The reasons for this disparity are threefold. To start with, there is the large variation in the potential of landscapes to increase carbon. “Peat soils store huge amounts of carbon,” something that dramatically reduces the cost in these landscapes, explains the lead author.
Secondly, the study mentions the opportunity costs of substituting current land uses with alternative ones with higher carbon density.
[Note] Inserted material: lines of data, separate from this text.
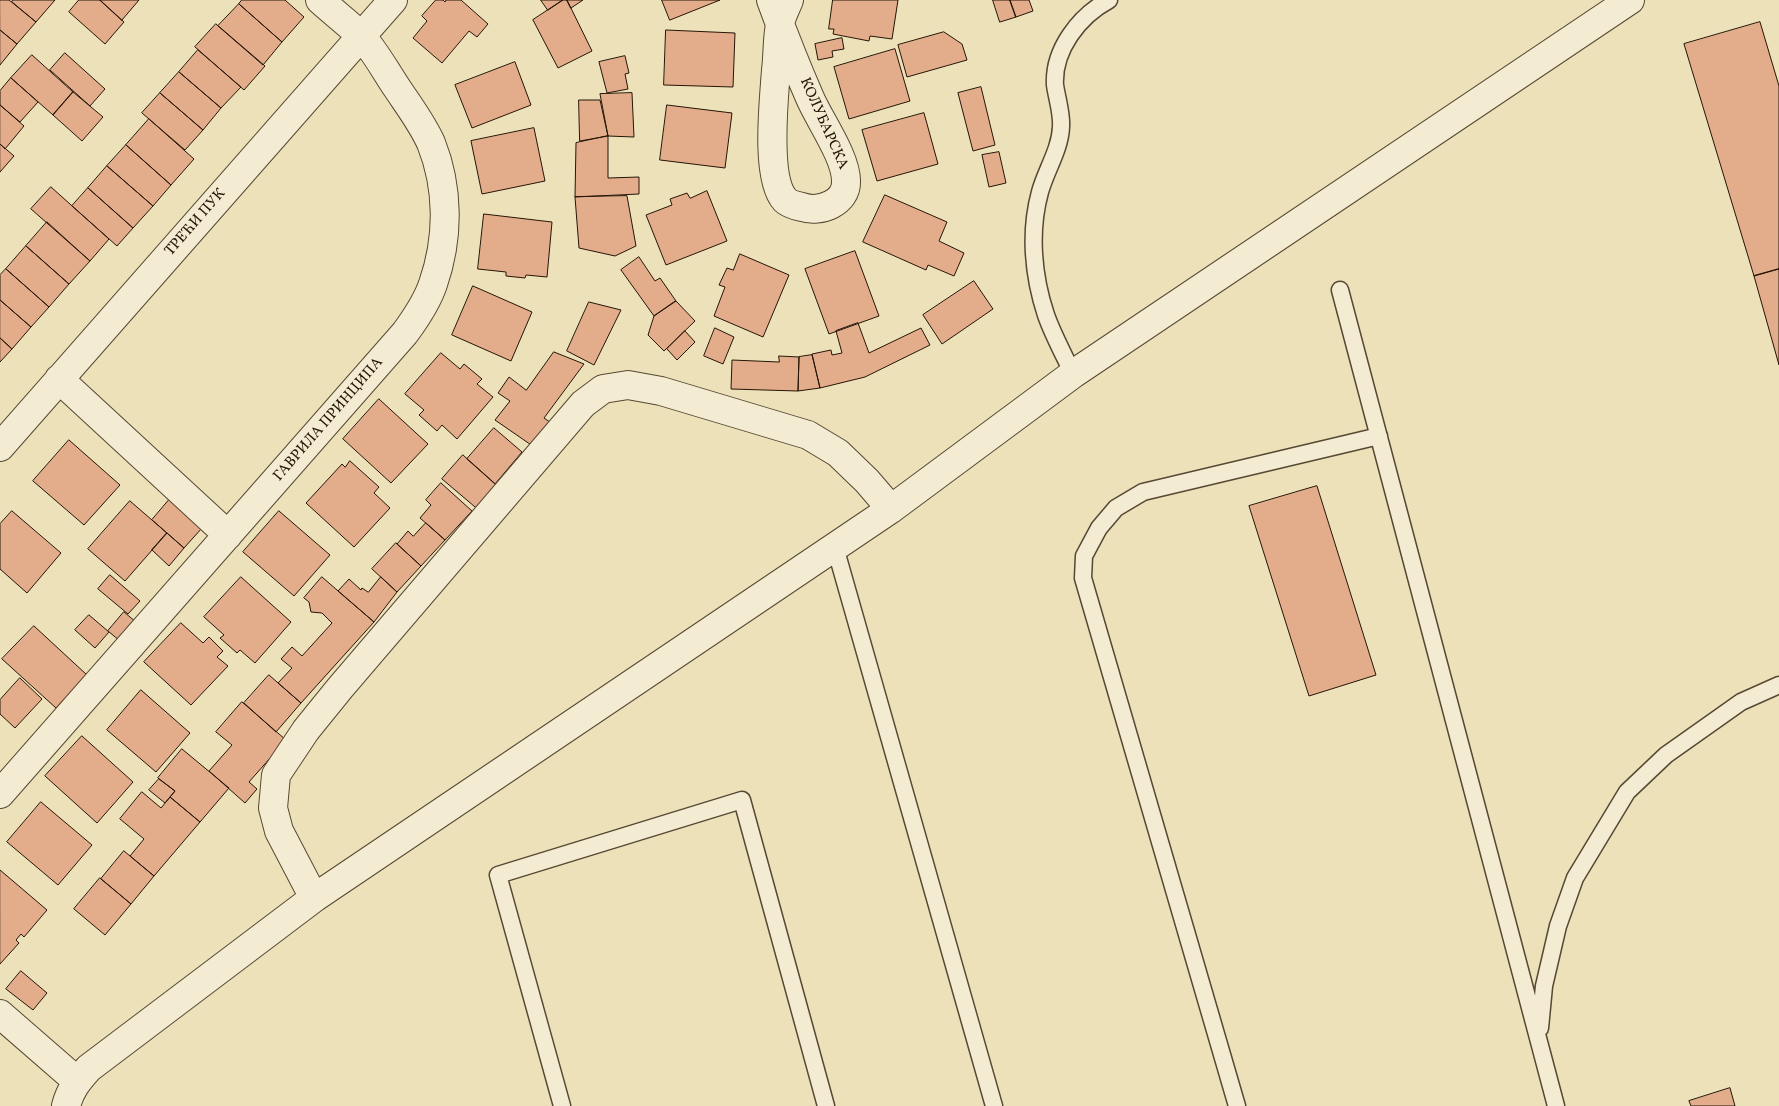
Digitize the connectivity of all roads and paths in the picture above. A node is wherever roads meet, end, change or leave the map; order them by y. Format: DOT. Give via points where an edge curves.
graph roads {
  1 [pos="320,0"];
  2 [pos="393,0"];
  3 [pos="1109,0"];
  4 [pos="1630,0"];
  5 [pos="780,8"];
  6 [pos="361,36"];
  7 [pos="1340,290"];
  8 [pos="1073,374"];
  9 [pos="59,379"];
  10 [pos="1379,436"];
  11 [pos="0,447"];
  12 [pos="891,509"];
  13 [pos="228,535"];
  14 [pos="835,547"];
  15 [pos="1779,685"];
  16 [pos="0,794"];
  17 [pos="314,898"];
  18 [pos="0,1014"];
  19 [pos="1539,1041"];
  20 [pos="78,1080"];
  21 [pos="66,1106"];
  22 [pos="562,1106"];
  23 [pos="826,1106"];
  24 [pos="994,1106"];
  25 [pos="1237,1106"];
  26 [pos="1556,1106"];
  1 -- 6 [label="street, ГАВРИЛА ПРИНЦИПА"];
  2 -- 6 [label="street, ТРЕЋИ ПУК"];
  3 -- 8 [label="lane" via="1099,5 1070,34 1058,58 1055,85 1062,125 1059,142 1040,191 1034,222 1032,245 1046,316"];
  4 -- 8 [label="street"];
  5 -- 5 [label="street, КОЛУБАРСКА" via="772,152 778,185 785,200 792,204 809,210 824,209 834,204 843,193 846,182 843,164 810,99"];
  6 -- 9 [label="street, ТРЕЋИ ПУК"];
  6 -- 13 [label="street, ГАВРИЛА ПРИНЦИПА" via="417,116 430,142 445,200 441,258 421,310 405,333"];
  7 -- 10 [label="lane"];
  8 -- 12 [label="street"];
  9 -- 11 [label="street, ТРЕЋИ ПУК"];
  9 -- 13 [label="street"];
  10 -- 19 [label="lane"];
  10 -- 25 [label="lane" via="1143,492 1116,508 1084,556 1083,578"];
  12 -- 14 [label="street"];
  12 -- 17 [label="street" via="838,452 808,435 662,391 628,385 603,390 583,404 340,688 276,775 273,808 279,830"];
  13 -- 16 [label="street, ГАВРИЛА ПРИНЦИПА"];
  14 -- 17 [label="street"];
  14 -- 24 [label="lane"];
  15 -- 19 [label="lane" via="1741,702 1666,755 1627,792 1575,878 1558,926 1544,986"];
  17 -- 20 [label="street" via="89,1068"];
  18 -- 20 [label="street"];
  19 -- 26 [label="lane"];
  20 -- 21 [label="street"];
  22 -- 23 [label="lane" via="498,875 742,800"];
}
From the interviewees’ point of view, for example, densely populated landscapes have less potential for increasing ecological carbon because it is unlikely that intensively cultivated agricultural lands are converted to other uses.
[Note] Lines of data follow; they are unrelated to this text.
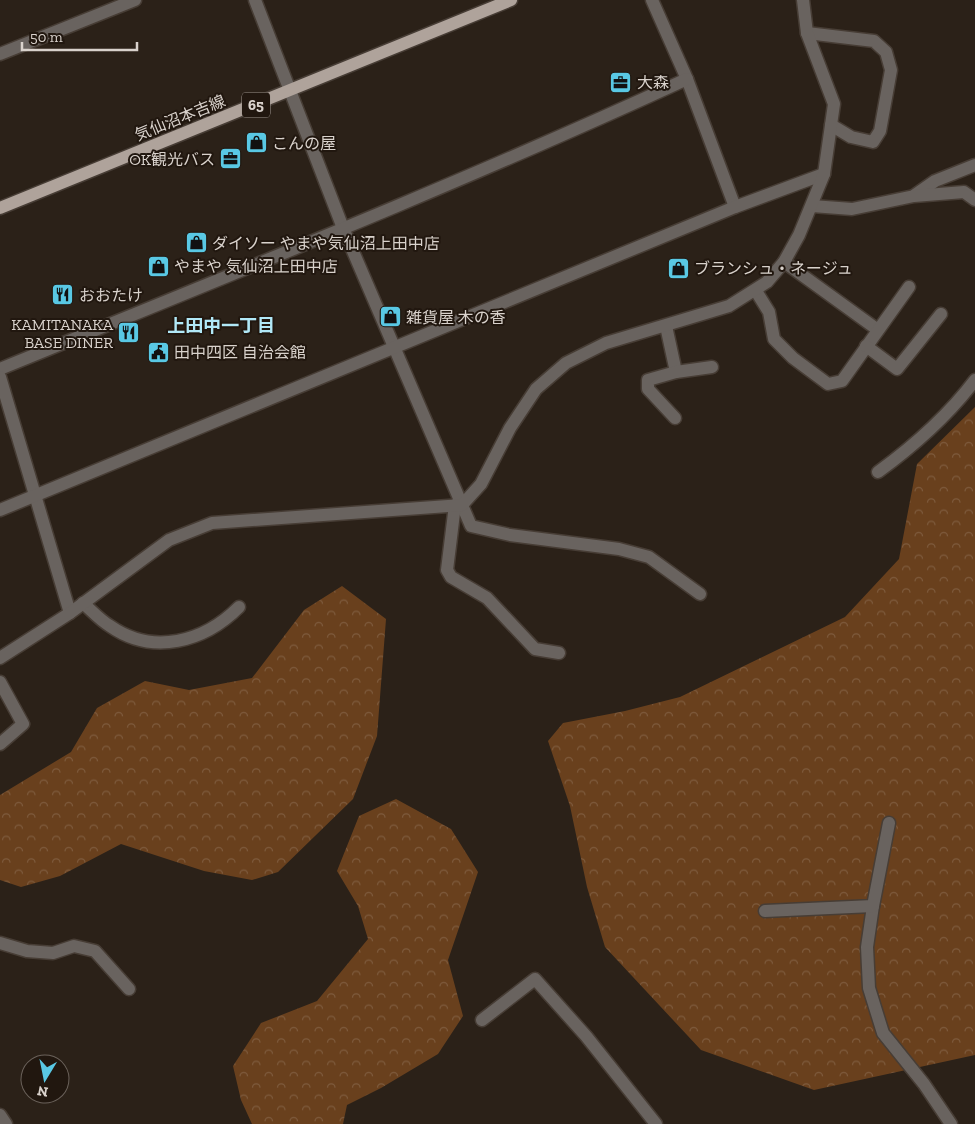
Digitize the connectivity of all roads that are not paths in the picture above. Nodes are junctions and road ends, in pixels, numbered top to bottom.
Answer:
1 (135, 0) edge
2 (255, 0) edge
3 (511, 0) edge
4 (652, 0) edge
5 (803, 0) edge
6 (807, 33) junction
7 (0, 54) edge
8 (686, 79) junction
9 (289, 92) junction
10 (831, 125) junction
11 (975, 165) edge
12 (824, 174) junction
13 (914, 196) junction
14 (975, 200) edge
15 (812, 206) junction
16 (735, 207) junction
17 (0, 208) edge
18 (343, 228) junction
19 (784, 262) junction
20 (909, 287) dead end
21 (756, 291) junction
22 (941, 314) dead end
23 (666, 326) junction
24 (878, 330) junction
25 (866, 346) junction
26 (396, 348) junction
27 (712, 367) dead end
28 (0, 369) edge
29 (676, 372) junction
30 (0, 377) edge
31 (975, 380) edge
32 (675, 418) dead end
33 (878, 472) dead end
34 (35, 496) junction
35 (458, 505) junction
36 (0, 510) edge
37 (700, 594) dead end
38 (84, 603) junction
39 (239, 608) dead end
40 (70, 613) junction
41 (559, 653) dead end
42 (0, 658) edge
43 (0, 682) edge
44 (0, 744) edge
45 (889, 824) dead end
46 (873, 906) junction
47 (765, 911) dead end
48 (0, 943) edge
49 (129, 989) dead end
50 (482, 1020) dead end
51 (0, 1115) edge
52 (6, 1124) edge
53 (656, 1124) edge
54 (951, 1124) edge

1 - 7 street
2 - 9 street
3 - 9 main road, 気仙沼本吉線 / 65
4 - 8 street
5 - 6 street
6 - 10 street
6 - 10 street
8 - 16 street
8 - 18 street
9 - 17 main road, 気仙沼本吉線 / 65
9 - 18 street
10 - 12 street
11 - 13 street
12 - 15 street
12 - 16 street
13 - 14 street
13 - 15 street
15 - 19 street
16 - 26 street
18 - 26 street
18 - 28 street
19 - 21 street
19 - 24 street
20 - 24 street
21 - 23 street
21 - 25 street
22 - 25 street
23 - 29 street
23 - 35 street
24 - 25 street
26 - 34 street
26 - 35 street
27 - 29 street
29 - 32 street
30 - 34 street
31 - 33 street
34 - 36 street
34 - 40 street
35 - 37 street
35 - 38 street
35 - 41 street
38 - 39 street
38 - 40 street
40 - 42 street
43 - 44 street
45 - 46 street
46 - 47 street
46 - 54 street
48 - 49 street
50 - 53 street
51 - 52 street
A third aspect is how each expert understands the assumption of good governance and efficient distribution of carbon funding.
“Let’s say she interprets this as most of the funding being distributed among land owners and users, rather than being held by the administration,” illustrates Larjavaara. “She will foresee bigger impacts for a given investment and so a lower cost of increasing carbon.”
This rationale also works the other way around.
GOVERNANCE AND SUBSIDIES
Considering a US$10 payment, the two Indonesian landscapes had the lowest cost-effectiveness ratio, followed by Finland North. However, results may well change on the assumption of realistic governance.
“Finland North, where implementation of carbon addition projects would be straightforward, might be less risky, and hence perhaps eventually a more cost-effective landscape in which to allocate carbon funding,” points out the study.
The paper calls attention to another challenge: “agricultural subsidies are several hundred times higher than REDD+ funding, and have perversely incentivized land owners to keep ecosystems open, especially in wealthy countries.”
A way forward could be increasing ecosystem carbon in rangelands, wastelands and other land uses spared from intensive crop production. An option that, according to the study, “could greatly mitigate climate change without significantly reducing global food production.”
In any case, the conclusion of the research is clear. Given the large variability in the cost of increasing ecosystem carbon across landscapes, the effectiveness of a carbon subsidy would greatly depend on one aspect — “the policy’s ability to globally target the sites with the largest potential to make a difference.”
This means that if land use-based mitigation efforts such as REDD+ were to be distributed evenly across forested countries, their overall effectiveness would be “dramatically lower” than for a distribution aimed at minimizing costs.
“Given that mitigation goals are global and there is a limited amount of funding, it should be obvious that we must prioritize the landscapes with a low cost-effectiveness ratio,” says Larjavaara. “However, in practice, there is very little discussion on where to invest the carbon funding globally.”
The scientists are currently gathering additional insights in Vietnam and Laos, besides exploring the links between biodiversity and variations in the cost of increasing ecosystem carbon in the various landscapes.
Additionally, researchers are closely following global climate policies. “If we seriously start mitigating climate change, information on the costs will be very valuable to help optimize the funding.”